For example, the "Ministry of Truth" refers to ideological departments, such as the Cyberspace Affairs Commission and the Propaganda Department. When you read about the Ministry of Truth in 1984, you'll see that George Orwell essentially described the work of these departments. Or take "Zhao family member," a phrase that appeared online in the past two years that really gets at the essence of aristocratic politics; since this phrase has come to be, anyone who uses "Zhao family member" or "Zhao country" brings up all of its connotations, including the taunt directed at "fifty centers" and "little pinks": "You are not worthy of the surname Zhao!" After a while, if we find that even more people are using a term, it also becomes a column title.
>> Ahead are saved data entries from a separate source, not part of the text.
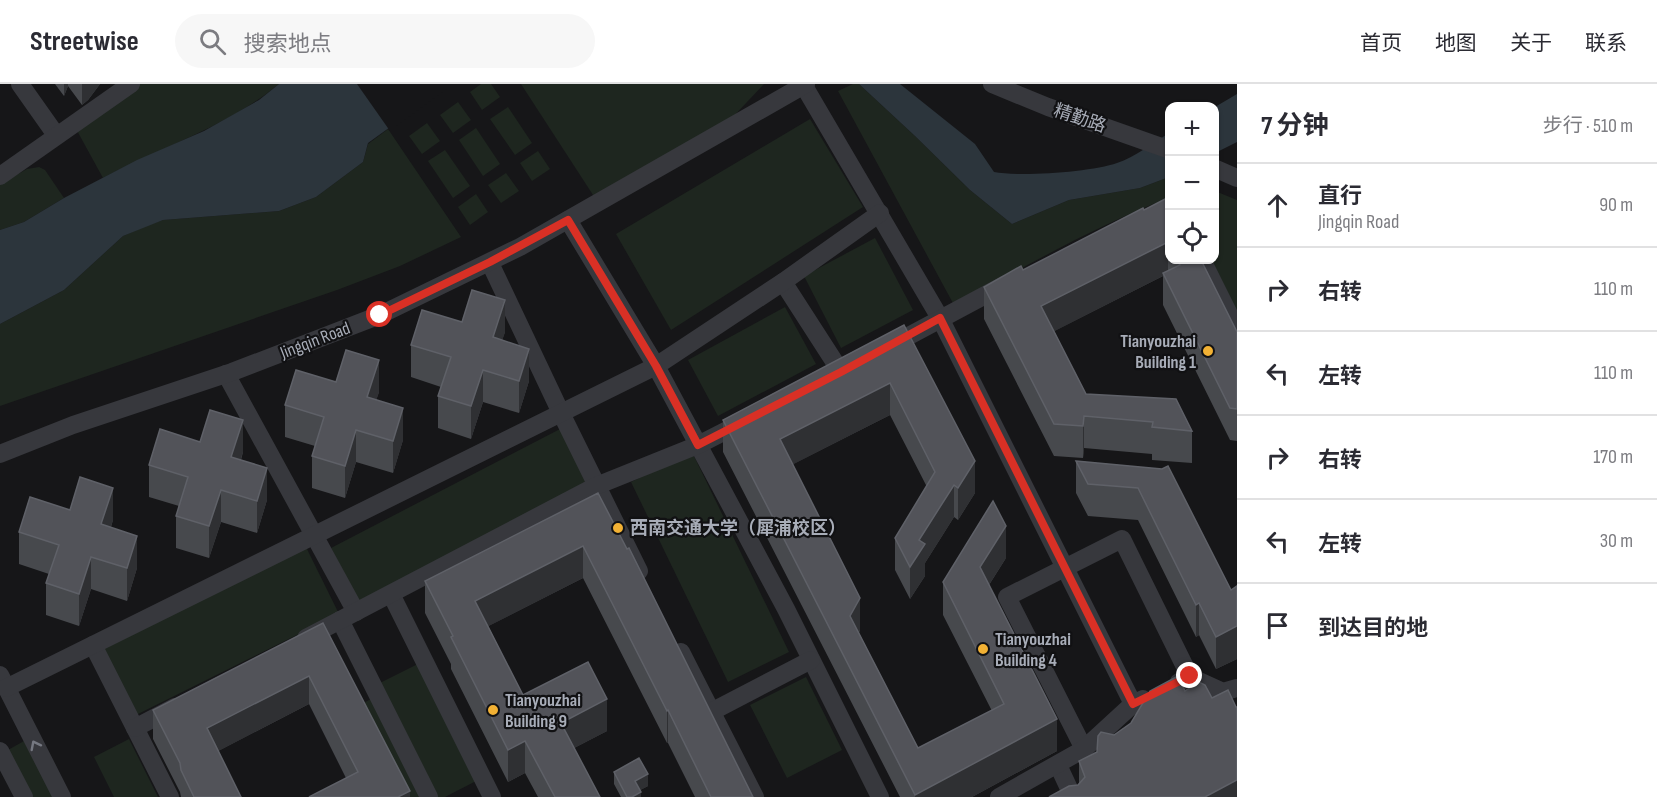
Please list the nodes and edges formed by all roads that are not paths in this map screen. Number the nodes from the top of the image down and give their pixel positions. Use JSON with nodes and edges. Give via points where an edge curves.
{"nodes":[{"id":1,"x":20,"y":84,"type":"edge"},
{"id":2,"x":131,"y":84,"type":"edge"},
{"id":3,"x":992,"y":84,"type":"edge"},
{"id":4,"x":805,"y":85,"type":"edge"},
{"id":5,"x":56,"y":135,"type":"junction"},
{"id":6,"x":1165,"y":148,"type":"edge"},
{"id":7,"x":1219,"y":170,"type":"edge"},
{"id":8,"x":0,"y":176,"type":"edge"},
{"id":9,"x":1237,"y":178,"type":"edge"},
{"id":10,"x":880,"y":213,"type":"junction"},
{"id":11,"x":568,"y":220,"type":"junction"},
{"id":12,"x":490,"y":262,"type":"junction"},
{"id":13,"x":1204,"y":264,"type":"edge"},
{"id":14,"x":1023,"y":274,"type":"edge"},
{"id":15,"x":783,"y":282,"type":"junction"},
{"id":16,"x":940,"y":318,"type":"junction"},
{"id":17,"x":1237,"y":330,"type":"edge"},
{"id":18,"x":656,"y":366,"type":"junction"},
{"id":19,"x":841,"y":372,"type":"junction"},
{"id":20,"x":226,"y":374,"type":"junction"},
{"id":21,"x":820,"y":382,"type":"edge"},
{"id":22,"x":561,"y":413,"type":"junction"},
{"id":23,"x":759,"y":414,"type":"edge"},
{"id":24,"x":698,"y":445,"type":"junction"},
{"id":25,"x":0,"y":454,"type":"edge"},
{"id":26,"x":596,"y":486,"type":"junction"},
{"id":27,"x":314,"y":536,"type":"junction"},
{"id":28,"x":1066,"y":567,"type":"junction"},
{"id":29,"x":647,"y":586,"type":"edge"},
{"id":30,"x":391,"y":594,"type":"junction"},
{"id":31,"x":348,"y":616,"type":"junction"},
{"id":32,"x":674,"y":638,"type":"edge"},
{"id":33,"x":93,"y":645,"type":"junction"},
{"id":34,"x":289,"y":647,"type":"edge"},
{"id":35,"x":811,"y":660,"type":"junction"},
{"id":36,"x":1190,"y":676,"type":"junction"},
{"id":37,"x":3,"y":682,"type":"edge"},
{"id":38,"x":1237,"y":688,"type":"edge"},
{"id":39,"x":186,"y":701,"type":"edge"},
{"id":40,"x":1133,"y":704,"type":"junction"},
{"id":41,"x":711,"y":712,"type":"junction"},
{"id":42,"x":135,"y":728,"type":"junction"},
{"id":43,"x":1084,"y":749,"type":"junction"},
{"id":44,"x":0,"y":751,"type":"edge"},
{"id":45,"x":1058,"y":765,"type":"junction"},
{"id":46,"x":486,"y":795,"type":"edge"},
{"id":47,"x":24,"y":797,"type":"edge"},
{"id":48,"x":62,"y":797,"type":"edge"},
{"id":49,"x":170,"y":797,"type":"edge"},
{"id":50,"x":429,"y":797,"type":"edge"},
{"id":51,"x":755,"y":797,"type":"edge"},
{"id":52,"x":880,"y":797,"type":"edge"},
{"id":53,"x":999,"y":797,"type":"edge"},
{"id":54,"x":1073,"y":797,"type":"edge"}],
"edges":[{"from":1,"to":5,"type":"street"},
{"from":2,"to":5,"type":"street"},
{"from":3,"to":6,"type":"street","name":"精勤路"},
{"from":4,"to":10,"type":"street"},
{"from":4,"to":11,"type":"street","name":"Jingqin Road"},
{"from":5,"to":8,"type":"street"},
{"from":7,"to":9,"type":"street"},
{"from":10,"to":15,"type":"street"},
{"from":10,"to":16,"type":"street"},
{"from":11,"to":12,"type":"street","name":"Jingqin Road"},
{"from":11,"to":18,"type":"street"},
{"from":12,"to":20,"type":"street","name":"Jingqin Road","via":[[380,315]]},
{"from":12,"to":22,"type":"street"},
{"from":13,"to":17,"type":"street"},
{"from":14,"to":16,"type":"street"},
{"from":15,"to":18,"type":"street"},
{"from":15,"to":19,"type":"street"},
{"from":16,"to":19,"type":"street"},
{"from":16,"to":28,"type":"street"},
{"from":18,"to":22,"type":"street"},
{"from":18,"to":24,"type":"street"},
{"from":19,"to":21,"type":"street"},
{"from":20,"to":25,"type":"street","name":"Jingqin Road"},
{"from":20,"to":27,"type":"street"},
{"from":22,"to":26,"type":"street"},
{"from":22,"to":27,"type":"street"},
{"from":23,"to":24,"type":"street"},
{"from":24,"to":26,"type":"street"},
{"from":24,"to":35,"type":"street"},
{"from":26,"to":29,"type":"street"},
{"from":26,"to":30,"type":"street"},
{"from":27,"to":31,"type":"street"},
{"from":27,"to":33,"type":"street"},
{"from":28,"to":36,"type":"street","via":[[1122,539]]},
{"from":28,"to":40,"type":"street"},
{"from":28,"to":43,"type":"street","via":[[1007,597]]},
{"from":30,"to":31,"type":"street"},
{"from":30,"to":46,"type":"street"},
{"from":31,"to":34,"type":"street"},
{"from":31,"to":50,"type":"street"},
{"from":32,"to":41,"type":"street"},
{"from":33,"to":37,"type":"street"},
{"from":33,"to":42,"type":"street"},
{"from":35,"to":41,"type":"street"},
{"from":35,"to":52,"type":"street"},
{"from":36,"to":38,"type":"street","via":[[1223,692]]},
{"from":36,"to":40,"type":"street"},
{"from":48,"to":37,"type":"street","one_way":true},
{"from":39,"to":42,"type":"street"},
{"from":40,"to":43,"type":"street"},
{"from":41,"to":51,"type":"street"},
{"from":42,"to":49,"type":"street"},
{"from":43,"to":45,"type":"street"},
{"from":44,"to":47,"type":"street"},
{"from":45,"to":53,"type":"street"},
{"from":45,"to":54,"type":"street"}]}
Actually, for any given phenomenon, there may be hundreds of different ways of referring to it. But one among them will be more prevalent, and in general it's the most apt. These sayings aren't created in the academy, but are instead the natural sediment from the practice of language. "Hot words" often emerge from one or another "online event." As a platform that continuously tracks and sorts through [China's online world], we try our best to pin down and define these terms. The result of this effort has also become one of our methods of organizing information. We don't decide in advance. The column takes shape as we take note of a rising word's emergence and form. These aren't abstract terms. You can see them, feel them, read them. CDT has actually put together a "history of discourse" based on our reporting on these events. With the additional organization of China Digital Space, we do our best to preserve and present the essence of this discourse. It's resistance discourse, and it's censorship and suppression, and it's also a survey and analysis of online public opinion and the formation of popular will.
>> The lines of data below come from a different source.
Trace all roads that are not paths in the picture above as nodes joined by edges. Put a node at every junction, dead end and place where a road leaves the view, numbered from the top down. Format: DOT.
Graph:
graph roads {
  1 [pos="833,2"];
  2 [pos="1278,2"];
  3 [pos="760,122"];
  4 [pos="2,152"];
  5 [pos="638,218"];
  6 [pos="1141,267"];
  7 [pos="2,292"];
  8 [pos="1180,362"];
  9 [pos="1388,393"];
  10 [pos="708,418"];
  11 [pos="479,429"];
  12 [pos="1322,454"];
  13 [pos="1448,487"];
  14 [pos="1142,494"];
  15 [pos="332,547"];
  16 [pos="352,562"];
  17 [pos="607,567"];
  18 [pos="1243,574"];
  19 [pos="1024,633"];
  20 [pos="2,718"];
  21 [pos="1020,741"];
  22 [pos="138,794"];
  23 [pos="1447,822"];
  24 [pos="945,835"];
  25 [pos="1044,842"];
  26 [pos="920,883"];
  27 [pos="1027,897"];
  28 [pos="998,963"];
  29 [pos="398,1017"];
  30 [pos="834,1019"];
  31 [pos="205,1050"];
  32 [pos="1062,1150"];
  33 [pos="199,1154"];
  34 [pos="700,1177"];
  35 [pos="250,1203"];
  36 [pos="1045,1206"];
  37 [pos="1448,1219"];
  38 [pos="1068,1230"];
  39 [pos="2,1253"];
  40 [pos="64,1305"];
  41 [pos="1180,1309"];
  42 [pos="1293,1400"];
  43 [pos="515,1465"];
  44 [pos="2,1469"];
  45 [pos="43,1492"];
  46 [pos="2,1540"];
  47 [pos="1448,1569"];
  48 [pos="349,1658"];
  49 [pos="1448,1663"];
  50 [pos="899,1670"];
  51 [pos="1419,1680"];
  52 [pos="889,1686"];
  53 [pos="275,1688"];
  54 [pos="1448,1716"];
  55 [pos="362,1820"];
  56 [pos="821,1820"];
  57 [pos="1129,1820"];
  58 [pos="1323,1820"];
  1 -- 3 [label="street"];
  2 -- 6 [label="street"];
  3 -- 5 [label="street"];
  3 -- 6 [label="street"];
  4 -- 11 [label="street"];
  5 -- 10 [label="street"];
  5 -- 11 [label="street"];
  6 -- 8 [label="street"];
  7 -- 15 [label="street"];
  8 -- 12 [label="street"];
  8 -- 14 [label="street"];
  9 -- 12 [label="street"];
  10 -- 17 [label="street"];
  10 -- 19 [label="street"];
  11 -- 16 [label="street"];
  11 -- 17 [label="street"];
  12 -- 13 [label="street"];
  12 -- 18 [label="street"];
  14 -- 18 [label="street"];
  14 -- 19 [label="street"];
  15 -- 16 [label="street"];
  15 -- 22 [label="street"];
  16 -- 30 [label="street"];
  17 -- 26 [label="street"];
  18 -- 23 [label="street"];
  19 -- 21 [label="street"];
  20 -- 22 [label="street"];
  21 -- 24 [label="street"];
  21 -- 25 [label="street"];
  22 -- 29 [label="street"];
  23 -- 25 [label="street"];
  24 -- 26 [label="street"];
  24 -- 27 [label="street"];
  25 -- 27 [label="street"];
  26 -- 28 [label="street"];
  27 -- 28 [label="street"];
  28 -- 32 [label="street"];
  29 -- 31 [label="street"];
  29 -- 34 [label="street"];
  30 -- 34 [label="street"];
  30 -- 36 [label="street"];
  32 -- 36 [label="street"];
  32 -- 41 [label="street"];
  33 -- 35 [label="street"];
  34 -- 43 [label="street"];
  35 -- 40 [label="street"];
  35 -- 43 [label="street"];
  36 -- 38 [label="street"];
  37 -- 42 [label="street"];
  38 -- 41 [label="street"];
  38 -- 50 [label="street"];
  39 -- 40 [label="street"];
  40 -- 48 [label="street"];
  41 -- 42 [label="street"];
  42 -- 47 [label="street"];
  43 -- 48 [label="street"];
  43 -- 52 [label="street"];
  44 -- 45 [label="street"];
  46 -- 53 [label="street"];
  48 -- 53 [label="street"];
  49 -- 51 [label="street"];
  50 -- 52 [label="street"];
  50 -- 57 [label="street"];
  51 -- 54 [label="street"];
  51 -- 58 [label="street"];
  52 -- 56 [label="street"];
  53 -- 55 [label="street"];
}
In the past few years, China's internet censors have also tried their hand at creating cool new internet lingo, but for the most part they have utterly failed. Only the weak can laugh at those in power. Jokes that the powerful make at the expense of the weak are not going to catch on; it's not that these words can't be co-opted by the powerful, but that the power structure behind them is different. If you want to use language equally, then power must be shared equally; otherwise, the language you use and the stories you tell will not be the same. It's not that easy to confuse people -- readers and netizens have common sense, too.

In the coming years, what do you see as the potential utility and value of CDT in the fight against internet censorship, management and control?
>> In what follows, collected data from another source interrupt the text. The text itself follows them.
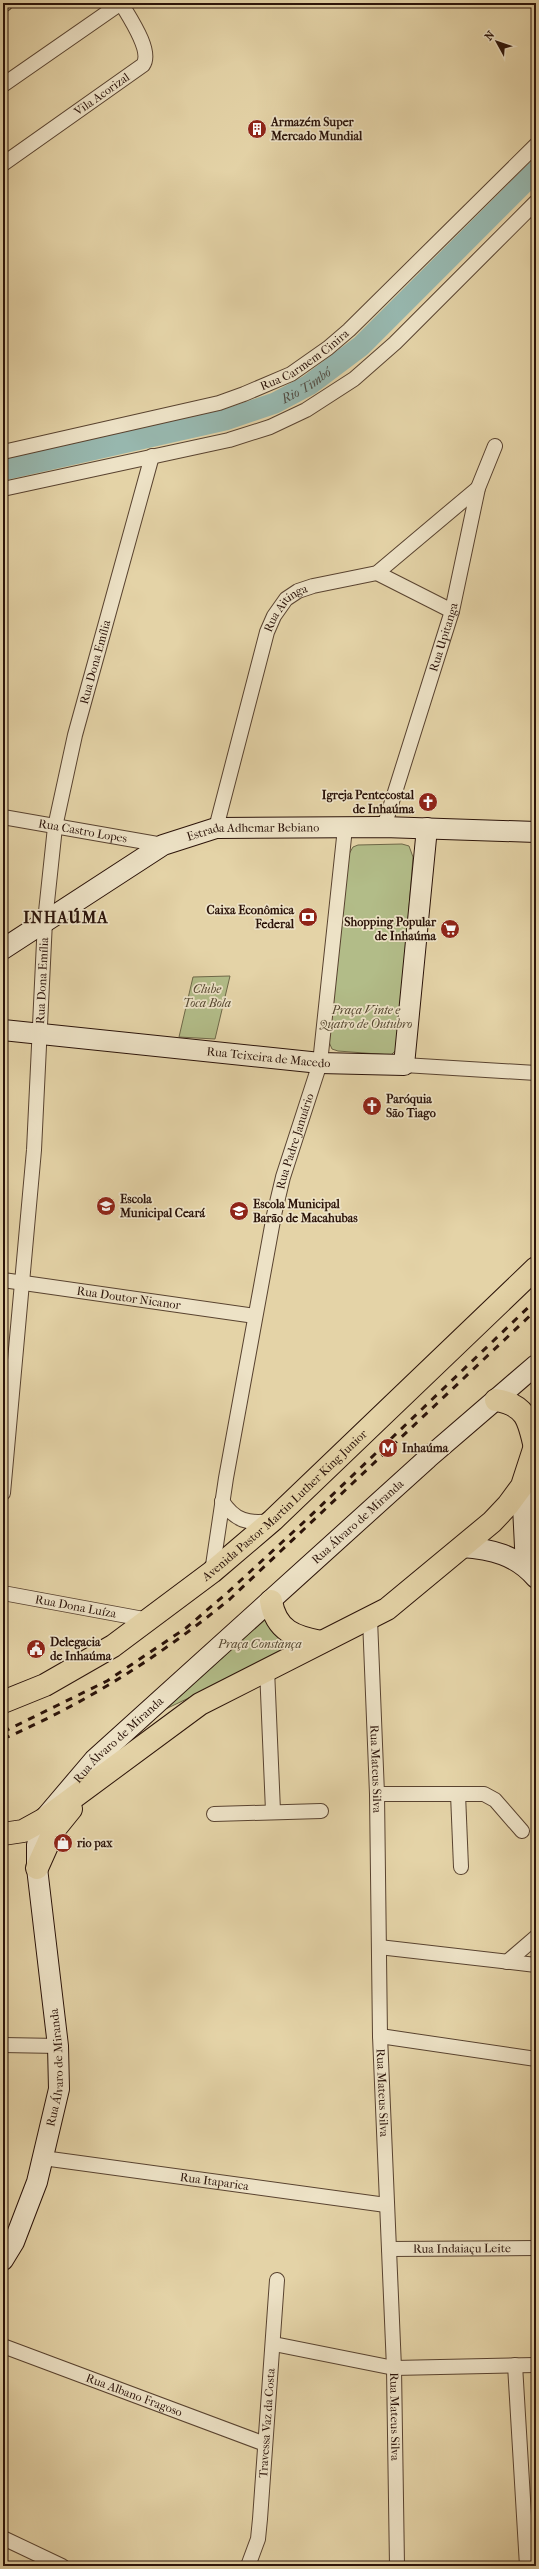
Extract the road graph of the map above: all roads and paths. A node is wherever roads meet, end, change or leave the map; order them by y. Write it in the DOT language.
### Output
graph roads {
  1 [pos="6,3"];
  2 [pos="121,3"];
  3 [pos="3,5"];
  4 [pos="3,85"];
  5 [pos="536,145"];
  6 [pos="3,164"];
  7 [pos="536,202"];
  8 [pos="495,446"];
  9 [pos="3,452"];
  10 [pos="152,456"];
  11 [pos="478,488"];
  12 [pos="3,489"];
  13 [pos="377,573"];
  14 [pos="452,611"];
  15 [pos="3,817"];
  16 [pos="55,827"];
  17 [pos="384,827"];
  18 [pos="216,828"];
  19 [pos="345,828"];
  20 [pos="427,828"];
  21 [pos="536,832"];
  22 [pos="163,845"];
  23 [pos="45,921"];
  24 [pos="3,949"];
  25 [pos="3,1030"];
  26 [pos="40,1036"];
  27 [pos="320,1063"];
  28 [pos="404,1065"];
  29 [pos="536,1072"];
  30 [pos="536,1268"];
  31 [pos="3,1280"];
  32 [pos="22,1282"];
  33 [pos="255,1316"];
  34 [pos="536,1365"];
  35 [pos="496,1400"];
  36 [pos="6,1438"];
  37 [pos="535,1446"];
  38 [pos="522,1486"];
  39 [pos="3,1493"];
  40 [pos="222,1501"];
  41 [pos="273,1520"];
  42 [pos="462,1547"];
  43 [pos="212,1572"];
  44 [pos="531,1572"];
  45 [pos="3,1593"];
  46 [pos="271,1601"];
  47 [pos="370,1619"];
  48 [pos="149,1620"];
  49 [pos="321,1642"];
  50 [pos="267,1669"];
  51 [pos="3,1702"];
  52 [pos="98,1780"];
  53 [pos="377,1794"];
  54 [pos="458,1794"];
  55 [pos="273,1811"];
  56 [pos="321,1812"];
  57 [pos="214,1814"];
  58 [pos="43,1820"];
  59 [pos="522,1832"];
  60 [pos="7,1834"];
  61 [pos="37,1868"];
  62 [pos="461,1868"];
  63 [pos="536,1937"];
  64 [pos="380,1948"];
  65 [pos="507,1962"];
  66 [pos="536,1965"];
  67 [pos="380,2036"];
  68 [pos="3,2045"];
  69 [pos="58,2046"];
  70 [pos="536,2059"];
  71 [pos="43,2158"];
  72 [pos="386,2205"];
  73 [pos="8,2242"];
  74 [pos="536,2248"];
  75 [pos="389,2249"];
  76 [pos="3,2260"];
  77 [pos="277,2280"];
  78 [pos="274,2344"];
  79 [pos="3,2346"];
  80 [pos="515,2365"];
  81 [pos="536,2365"];
  82 [pos="394,2368"];
  83 [pos="265,2444"];
  84 [pos="3,2538"];
  85 [pos="62,2566"];
  86 [pos="248,2566"];
  87 [pos="397,2566"];
  88 [pos="527,2566"];
  1 -- 3 [label="street"];
  2 -- 4 [label="street"];
  2 -- 6 [label="street, Vila Acorizal"];
  5 -- 9 [label="street, Rua Carmem Cinira"];
  7 -- 10 [label="street"];
  8 -- 11 [label="street, Rua Upitanga"];
  10 -- 12 [label="street"];
  10 -- 16 [label="street, Rua Dona Emília"];
  11 -- 13 [label="street, Rua Aitinga"];
  11 -- 14 [label="street, Rua Upitanga"];
  13 -- 14 [label="street"];
  13 -- 18 [label="street, Rua Aitinga"];
  14 -- 17 [label="street, Rua Upitanga"];
  15 -- 16 [label="street, Rua Castro Lopes"];
  16 -- 22 [label="street, Rua Castro Lopes"];
  16 -- 23 [label="street, Rua Dona Emília"];
  17 -- 19 [label="street, Estrada Adhemar Bebiano"];
  17 -- 20 [label="street, Estrada Adhemar Bebiano"];
  18 -- 19 [label="street, Estrada Adhemar Bebiano"];
  18 -- 22 [label="street, Estrada Adhemar Bebiano"];
  19 -- 27 [label="street, Rua Padre Januário"];
  20 -- 21 [label="street, Estrada Adhemar Bebiano"];
  20 -- 28 [label="street"];
  22 -- 23 [label="street, Estrada Adhemar Bebiano"];
  23 -- 24 [label="street, Estrada Adhemar Bebiano"];
  23 -- 26 [label="street, Rua Dona Emília"];
  25 -- 26 [label="street, Rua Teixeira de Macedo"];
  26 -- 27 [label="street, Rua Teixeira de Macedo"];
  26 -- 32 [label="street, Rua Dona Emília"];
  27 -- 28 [label="street, Rua Teixeira de Macedo"];
  27 -- 33 [label="street, Rua Padre Januário"];
  28 -- 29 [label="street, Rua Teixeira de Macedo"];
  30 -- 41 [label="main road, Avenida Pastor Martin Luther King Junior"];
  31 -- 32 [label="street, Rua Doutor Nicanor"];
  32 -- 33 [label="street, Rua Doutor Nicanor"];
  32 -- 36 [label="street, Rua Dona Emília"];
  33 -- 40 [label="street, Rua Padre Januário"];
  34 -- 35 [label="street, Rua Álvaro de Miranda"];
  35 -- 37 [label="main road"];
  35 -- 46 [label="street, Rua Álvaro de Miranda"];
  36 -- 39 [label="street, Rua Dona Emília"];
  37 -- 38 [label="main road"];
  38 -- 42 [label="main road"];
  38 -- 44 [label="street"];
  40 -- 41 [label="street"];
  40 -- 43 [label="street, Rua Padre Januário"];
  41 -- 43 [label="main road, Avenida Pastor Martin Luther King Junior"];
  42 -- 44 [label="street"];
  42 -- 47 [label="main road"];
  43 -- 48 [label="main road, Avenida Pastor Martin Luther King Junior"];
  45 -- 48 [label="street, Rua Dona Luíza"];
  46 -- 49 [label="main road"];
  46 -- 58 [label="street, Rua Álvaro de Miranda"];
  47 -- 49 [label="main road"];
  47 -- 53 [label="street, Rua Mateus Silva"];
  48 -- 51 [label="main road, Avenida Pastor Martin Luther King Junior"];
  49 -- 50 [label="main road"];
  50 -- 52 [label="main road"];
  50 -- 55 [label="street"];
  52 -- 58 [label="main road"];
  52 -- 61 [label="main road"];
  53 -- 54 [label="street"];
  53 -- 64 [label="street, Rua Mateus Silva"];
  54 -- 59 [label="street"];
  54 -- 62 [label="street"];
  55 -- 56 [label="street"];
  55 -- 57 [label="street"];
  58 -- 60 [label="main road"];
  58 -- 61 [label="street, Rua Álvaro de Miranda"];
  60 -- 61 [label="main road"];
  61 -- 69 [label="street, Rua Álvaro de Miranda"];
  63 -- 65 [label="street"];
  64 -- 65 [label="street"];
  64 -- 67 [label="street, Rua Mateus Silva"];
  65 -- 66 [label="street"];
  67 -- 70 [label="street"];
  67 -- 72 [label="street, Rua Mateus Silva"];
  68 -- 69 [label="street"];
  69 -- 71 [label="street, Rua Álvaro de Miranda"];
  71 -- 72 [label="street, Rua Itaparica"];
  71 -- 73 [label="street, Rua Álvaro de Miranda"];
  72 -- 75 [label="street, Rua Mateus Silva"];
  73 -- 76 [label="street, Rua Álvaro de Miranda"];
  74 -- 75 [label="street, Rua Indaiaçu Leite"];
  75 -- 82 [label="street, Rua Mateus Silva"];
  77 -- 78 [label="street, Travessa Vaz da Costa"];
  78 -- 82 [label="street"];
  78 -- 83 [label="street, Travessa Vaz da Costa"];
  79 -- 83 [label="street, Rua Albano Fragoso"];
  80 -- 81 [label="street"];
  80 -- 82 [label="street"];
  80 -- 88 [label="street"];
  82 -- 87 [label="street, Rua Mateus Silva"];
  83 -- 86 [label="street, Travessa Vaz da Costa"];
  84 -- 85 [label="street"];
}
Xiao: As I see it, CDT has two main functions: to record an alternative history from the perspective of the resisters, and to create a collective alliance. First, as a human rights person and news watcher, in the process of observing and documenting online content, what I've seen is that you can now say the things that you couldn't before. The internet makes it possible to circulate information, and you can watch the struggle unfold online. Even though the authorities have enormous power, they can delete content or even detain people, but the traces of dissent are everywhere. In an authoritarian system, the efficacy of censorship relies in large part on people's ignorance of it; they don't just force people to forget history, they do whatever they can to change history. But every online incident, every storm of public opinion, every round of deletion and control, every wave of the "fifty-centers" and the "water army," every "sensitive word" here and there -- not only do netizens invent [responses] and use them widely, but after they're censored or blocked, CDT archives, organizes and disseminates that content. This is what forms an "alternative history."Observing, recording and monitoring the boundaries of this fight in fact offers a window onto the issues facing China, and a way to record these competing voices.

Second, for each person who posts or reposts content that gets deleted, it isn't just something that happened, but a significant experience on their way of thinking, their maturation and their emotions. For one individual, it's just a personal experience; but for thousands and thousands of individuals, it's actually a collective experience, which then becomes an identity. As for myself, the time I've lived abroad has already exceeded the time I lived in China, but I'm still from China. Even though I can't go back, when I read what they post online—especially the content that foreign media can't easily cover—it has a lot of value for me. On the Chinese internet, even though I'm not directly saying anything, this record-keeping or archiving is also a way of being there, a collective experience that I share with the Chinese people, my hometown, and my homeland.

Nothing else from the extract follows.